Vinha à procura de sopa? Aqui há , mas só de letras! Letras atiradas ao acaso saídas de uma Caixinha de Pandora.

Vinha à procura de sopa? Aqui há , mas só de letras! Letras atiradas ao acaso saídas de uma Caixinha de Pandora.

Autismo não é adjetivo!

E passo a Explicar!

AUTISMO NÃO É ADJECTIVO

É com profunda tristeza que vejo que a sociedade acha normal que se use o termo autista como adjetivo. Parafraseando alguém que partilha da mesma linha de ideias que eu "... tivesse a ministra utilizado expressões como ​“gay” ou “negro” com a mesma conotação com que utilizou “autista”, e já teríamos partidos aos gritos na Assembleia da República, associações a marcar marchas e protestos, gente a rasgar as vestes nas ruas e as redes sociais inflamadas.
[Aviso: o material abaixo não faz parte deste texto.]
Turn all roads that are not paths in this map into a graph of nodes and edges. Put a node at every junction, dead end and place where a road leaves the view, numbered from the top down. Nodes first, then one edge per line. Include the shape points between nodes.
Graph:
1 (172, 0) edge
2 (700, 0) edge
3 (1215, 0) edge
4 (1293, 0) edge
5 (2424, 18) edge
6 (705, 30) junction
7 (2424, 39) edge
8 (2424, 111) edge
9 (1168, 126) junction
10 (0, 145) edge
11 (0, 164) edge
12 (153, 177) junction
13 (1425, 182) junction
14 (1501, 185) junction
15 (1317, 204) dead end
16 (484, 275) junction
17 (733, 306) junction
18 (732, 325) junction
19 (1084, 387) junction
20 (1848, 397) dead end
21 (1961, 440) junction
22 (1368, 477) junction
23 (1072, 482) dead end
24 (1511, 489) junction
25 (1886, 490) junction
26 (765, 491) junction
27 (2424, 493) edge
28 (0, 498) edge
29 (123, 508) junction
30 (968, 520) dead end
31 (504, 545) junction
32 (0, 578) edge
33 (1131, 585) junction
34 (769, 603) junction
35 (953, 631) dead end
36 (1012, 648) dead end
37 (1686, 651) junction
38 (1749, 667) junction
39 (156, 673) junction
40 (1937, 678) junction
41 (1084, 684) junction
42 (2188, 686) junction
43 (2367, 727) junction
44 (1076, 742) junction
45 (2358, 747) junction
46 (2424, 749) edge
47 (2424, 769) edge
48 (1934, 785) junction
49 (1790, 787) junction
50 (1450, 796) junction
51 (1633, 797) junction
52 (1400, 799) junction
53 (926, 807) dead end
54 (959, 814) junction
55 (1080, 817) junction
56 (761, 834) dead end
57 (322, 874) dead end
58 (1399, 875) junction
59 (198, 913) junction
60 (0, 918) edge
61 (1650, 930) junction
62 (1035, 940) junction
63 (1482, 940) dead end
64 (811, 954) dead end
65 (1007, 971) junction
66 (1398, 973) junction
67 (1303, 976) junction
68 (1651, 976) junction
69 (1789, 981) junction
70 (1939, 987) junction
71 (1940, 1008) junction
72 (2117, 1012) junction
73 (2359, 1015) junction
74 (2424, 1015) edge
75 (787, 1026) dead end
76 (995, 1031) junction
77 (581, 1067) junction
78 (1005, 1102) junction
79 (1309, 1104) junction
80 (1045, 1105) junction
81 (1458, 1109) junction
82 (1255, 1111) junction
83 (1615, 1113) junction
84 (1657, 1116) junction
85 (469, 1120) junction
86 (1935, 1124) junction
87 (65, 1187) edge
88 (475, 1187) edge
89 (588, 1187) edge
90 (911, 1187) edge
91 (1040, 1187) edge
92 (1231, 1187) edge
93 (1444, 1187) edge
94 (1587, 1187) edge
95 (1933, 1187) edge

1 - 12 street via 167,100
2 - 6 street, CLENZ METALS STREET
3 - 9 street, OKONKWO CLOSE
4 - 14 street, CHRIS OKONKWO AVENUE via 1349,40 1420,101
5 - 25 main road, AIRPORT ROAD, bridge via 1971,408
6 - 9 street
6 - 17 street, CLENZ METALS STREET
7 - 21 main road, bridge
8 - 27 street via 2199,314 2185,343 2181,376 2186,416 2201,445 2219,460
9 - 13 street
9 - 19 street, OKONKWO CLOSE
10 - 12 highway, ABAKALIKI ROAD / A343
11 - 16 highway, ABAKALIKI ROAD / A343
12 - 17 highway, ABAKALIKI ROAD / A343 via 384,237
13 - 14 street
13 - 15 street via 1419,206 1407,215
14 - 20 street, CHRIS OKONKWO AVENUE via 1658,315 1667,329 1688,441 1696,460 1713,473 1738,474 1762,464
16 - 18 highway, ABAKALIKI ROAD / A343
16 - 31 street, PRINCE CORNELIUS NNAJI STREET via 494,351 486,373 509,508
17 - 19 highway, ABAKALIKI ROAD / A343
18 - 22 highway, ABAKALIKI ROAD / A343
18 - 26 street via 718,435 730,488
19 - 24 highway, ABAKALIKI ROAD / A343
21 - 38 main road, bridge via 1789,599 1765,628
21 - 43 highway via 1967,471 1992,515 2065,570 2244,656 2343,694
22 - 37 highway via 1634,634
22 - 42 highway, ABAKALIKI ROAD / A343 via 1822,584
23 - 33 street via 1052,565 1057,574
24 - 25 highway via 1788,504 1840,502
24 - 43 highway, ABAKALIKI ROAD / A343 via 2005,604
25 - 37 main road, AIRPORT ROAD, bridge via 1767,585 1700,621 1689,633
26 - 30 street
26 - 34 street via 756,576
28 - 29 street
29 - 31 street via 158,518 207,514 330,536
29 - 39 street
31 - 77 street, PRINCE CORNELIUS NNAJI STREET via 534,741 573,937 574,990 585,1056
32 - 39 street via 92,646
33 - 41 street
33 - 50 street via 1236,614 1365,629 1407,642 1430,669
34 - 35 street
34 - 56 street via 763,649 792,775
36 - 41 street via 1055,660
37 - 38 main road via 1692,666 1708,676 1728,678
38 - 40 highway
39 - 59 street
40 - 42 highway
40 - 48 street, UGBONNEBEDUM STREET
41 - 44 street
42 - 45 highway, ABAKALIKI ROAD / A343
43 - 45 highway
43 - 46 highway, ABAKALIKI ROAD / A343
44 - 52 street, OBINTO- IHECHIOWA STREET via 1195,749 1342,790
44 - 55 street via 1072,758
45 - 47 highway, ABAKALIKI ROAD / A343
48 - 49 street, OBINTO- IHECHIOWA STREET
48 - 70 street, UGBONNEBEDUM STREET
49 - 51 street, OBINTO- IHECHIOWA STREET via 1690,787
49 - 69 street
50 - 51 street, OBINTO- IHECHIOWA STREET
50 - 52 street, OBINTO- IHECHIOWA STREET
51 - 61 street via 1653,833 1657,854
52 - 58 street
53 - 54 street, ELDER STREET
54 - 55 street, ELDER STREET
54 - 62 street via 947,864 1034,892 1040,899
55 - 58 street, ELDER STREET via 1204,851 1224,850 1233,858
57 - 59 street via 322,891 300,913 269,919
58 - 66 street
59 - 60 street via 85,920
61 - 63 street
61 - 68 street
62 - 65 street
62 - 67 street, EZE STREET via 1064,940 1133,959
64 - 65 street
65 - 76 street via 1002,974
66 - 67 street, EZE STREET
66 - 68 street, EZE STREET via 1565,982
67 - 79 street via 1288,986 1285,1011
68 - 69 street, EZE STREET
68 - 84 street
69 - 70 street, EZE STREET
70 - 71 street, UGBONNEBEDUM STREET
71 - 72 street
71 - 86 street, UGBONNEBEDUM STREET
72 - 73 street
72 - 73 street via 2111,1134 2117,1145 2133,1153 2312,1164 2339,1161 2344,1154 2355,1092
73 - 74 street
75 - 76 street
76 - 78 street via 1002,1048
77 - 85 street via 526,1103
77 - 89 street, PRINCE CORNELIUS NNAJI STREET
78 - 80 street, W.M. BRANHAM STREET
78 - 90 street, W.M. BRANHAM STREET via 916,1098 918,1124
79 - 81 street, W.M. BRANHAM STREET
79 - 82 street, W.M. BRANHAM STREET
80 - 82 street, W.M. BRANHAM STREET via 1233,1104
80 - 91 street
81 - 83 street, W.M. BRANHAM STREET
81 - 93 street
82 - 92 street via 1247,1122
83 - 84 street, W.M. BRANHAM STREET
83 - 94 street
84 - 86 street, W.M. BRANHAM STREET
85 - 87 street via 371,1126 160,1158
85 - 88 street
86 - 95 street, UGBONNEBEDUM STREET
E, sim, tudo isto seria compreensível.”  Eu acrescento ainda e se a Ministra tivesse dito este governo não é canceroso? Quantos protestos já teria havido? E acho ,muito bem que assim fosse.

Mas, autista, ah esta gente ofende-se por tudo, não é?
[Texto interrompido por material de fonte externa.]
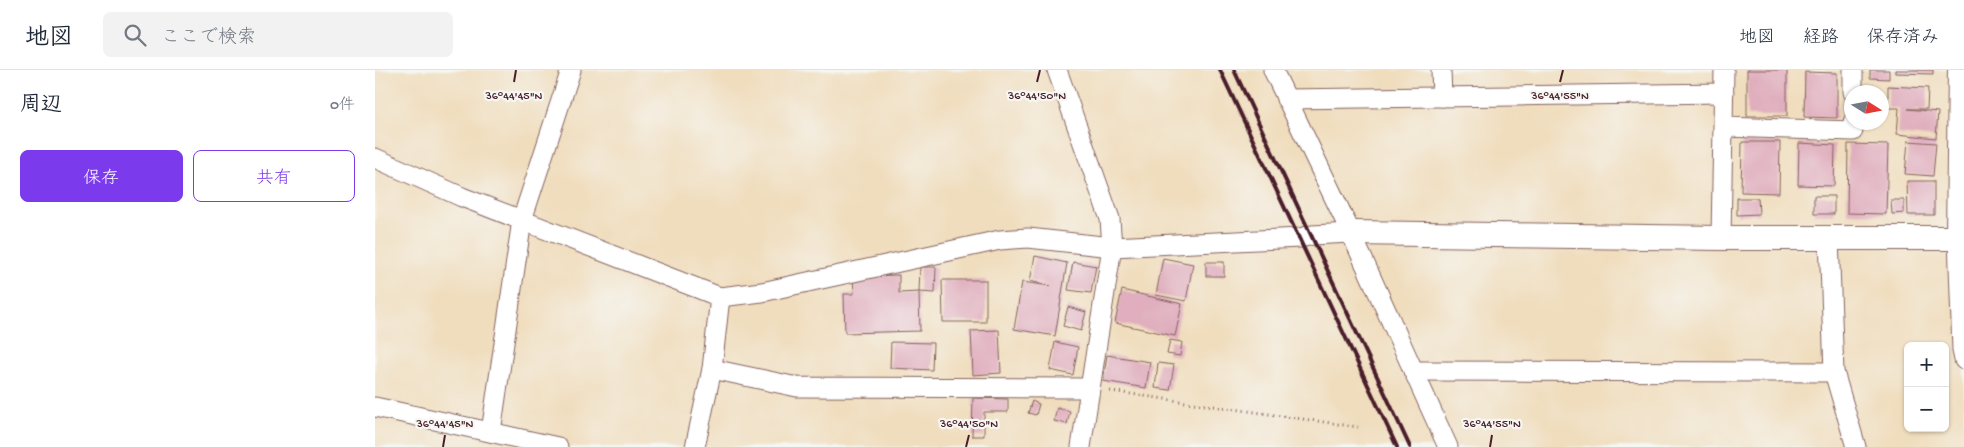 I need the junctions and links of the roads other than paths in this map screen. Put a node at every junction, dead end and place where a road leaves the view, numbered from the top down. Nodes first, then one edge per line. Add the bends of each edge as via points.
1 (571, 70) edge
2 (1057, 70) edge
3 (1273, 70) edge
4 (1441, 70) edge
5 (1724, 70) edge
6 (1853, 70) edge
7 (1960, 70) edge
8 (1853, 85) edge
9 (1724, 93) junction
10 (1442, 97) junction
11 (1286, 99) junction
12 (1724, 127) junction
13 (1853, 130) edge
14 (375, 158) edge
15 (522, 220) junction
16 (1351, 233) junction
17 (1721, 238) junction
18 (1829, 238) junction
19 (1961, 238) edge
20 (1112, 247) junction
21 (720, 297) junction
22 (1964, 360) edge
23 (712, 369) junction
24 (1413, 372) junction
25 (1834, 372) junction
26 (1090, 388) junction
27 (375, 407) edge
28 (491, 432) junction
29 (558, 447) edge
30 (695, 447) edge
31 (1081, 447) edge
32 (1448, 447) edge
33 (1856, 447) edge

1 - 15 street
2 - 20 street via 1110,219
3 - 11 street
4 - 10 street
5 - 9 street
6 - 8 street
7 - 19 street
9 - 10 street
9 - 12 street
10 - 11 street
11 - 16 street
12 - 13 street
12 - 17 street
14 - 15 street
15 - 21 street
15 - 28 street
16 - 17 street
16 - 20 street
16 - 24 street
17 - 18 street
18 - 19 street
18 - 25 street
19 - 22 street via 1961,350
20 - 21 street via 1028,238 1000,240 762,292
20 - 26 street
21 - 23 street
23 - 26 street via 797,387
23 - 30 street
24 - 25 street
24 - 32 street
25 - 33 street
26 - 31 street
27 - 28 street
28 - 29 street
Não, não é disso que se trata e passo a explicar.

Mas que mal tem usar autista como adjetivo?

Começa pelo normalizar o estigma e o preconceito. O conhecimento que a grande maioria tem do Autismo é o filme “Rainman”, mas o Autismo é um espectro, um transtorno sensorial que abrange desde autistas dotados e génios, aos mais leves e aos mais severos.

Passa a ideia errada de que não vivem neste mundo. Todos vivem neste mundo, mesmo os que têm um autismo mais severo. O seu transtorno por vezes impossibilita-lhes a comunicação.

 

Por isso depois vem o Bullying nas escolas onde alguns meninos mal formados, porque a sociedade acha isto normal usam a palavra Autista como insulto, chamam aos que se enquadram no espectro e a outros Autistas como se  de um adjetivo insultuoso se tratasse.

E se uma Ministra da Saúde acha normal o uso deste termo como adjetivo  e até  acha que a culpa é das interpretações das pessoas, porque não perpetuar o estigma?

 E depois lançam-se decretos com a palavra inclusão no papel, que até fica muito bonito e os pais acham muito bem e a teoria é maravilhosa, mas depois não há recursos nem meios humanos e as crianças são deixadas à deriva.

 

O exemplo vem de cima e uma ministra de saúde não se pode dar ao luxo de dar estes maus exemplos.  Proferindo frases como” O Governo não é autista.”

Não, A Ministra NÂO VEIO A PÙBLICO PEDIR DESCULPAS. FEZ UM PEDIDO DE DESCULPAS PARTICULAR E  MANDOU RECADO PARA QUEM TIVESSE INTERPRETADO MAL AS SUAS PALAVRAS

E pedidos de desculpas particulares, não são pedidos de desculpas oficiais.

Por isso peço aos meus leitores e amigos da comunidade sapo sempre tão solidários e a favor da igualdade de todos que assinem e partilhem esta petição.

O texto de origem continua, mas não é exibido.